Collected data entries
╭──

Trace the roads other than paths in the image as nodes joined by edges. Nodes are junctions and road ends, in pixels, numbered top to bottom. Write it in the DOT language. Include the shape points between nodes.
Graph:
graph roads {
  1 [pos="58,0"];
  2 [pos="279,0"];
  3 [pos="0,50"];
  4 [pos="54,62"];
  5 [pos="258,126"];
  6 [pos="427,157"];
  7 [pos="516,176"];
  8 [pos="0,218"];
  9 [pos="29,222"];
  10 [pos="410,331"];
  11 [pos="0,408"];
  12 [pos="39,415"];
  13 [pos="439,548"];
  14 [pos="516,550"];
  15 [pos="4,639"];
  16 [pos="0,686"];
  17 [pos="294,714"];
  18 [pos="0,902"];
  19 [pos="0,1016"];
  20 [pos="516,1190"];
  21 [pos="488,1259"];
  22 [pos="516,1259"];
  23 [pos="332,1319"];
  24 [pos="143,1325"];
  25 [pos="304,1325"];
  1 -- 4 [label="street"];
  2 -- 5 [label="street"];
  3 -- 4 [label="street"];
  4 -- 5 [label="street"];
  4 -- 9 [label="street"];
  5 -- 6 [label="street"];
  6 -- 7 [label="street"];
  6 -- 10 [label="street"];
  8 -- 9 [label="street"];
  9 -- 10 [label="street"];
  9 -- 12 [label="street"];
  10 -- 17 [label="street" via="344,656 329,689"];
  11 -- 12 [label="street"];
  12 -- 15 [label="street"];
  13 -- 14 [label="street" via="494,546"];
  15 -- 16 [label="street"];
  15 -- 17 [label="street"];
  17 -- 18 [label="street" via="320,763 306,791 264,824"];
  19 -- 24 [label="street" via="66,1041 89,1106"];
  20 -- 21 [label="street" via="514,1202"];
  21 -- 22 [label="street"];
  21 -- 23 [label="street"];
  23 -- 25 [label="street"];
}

╰──

● Task directions
Would you please return all lines of the data that include the word "roads"?

● Response to the task
Trace the roads other than paths in the image as nodes joined by edges. Nodes are junctions and road ends, in pixels, numbered top to bottom. Write it in the DOT language. Include the shape points between nodes.
graph roads {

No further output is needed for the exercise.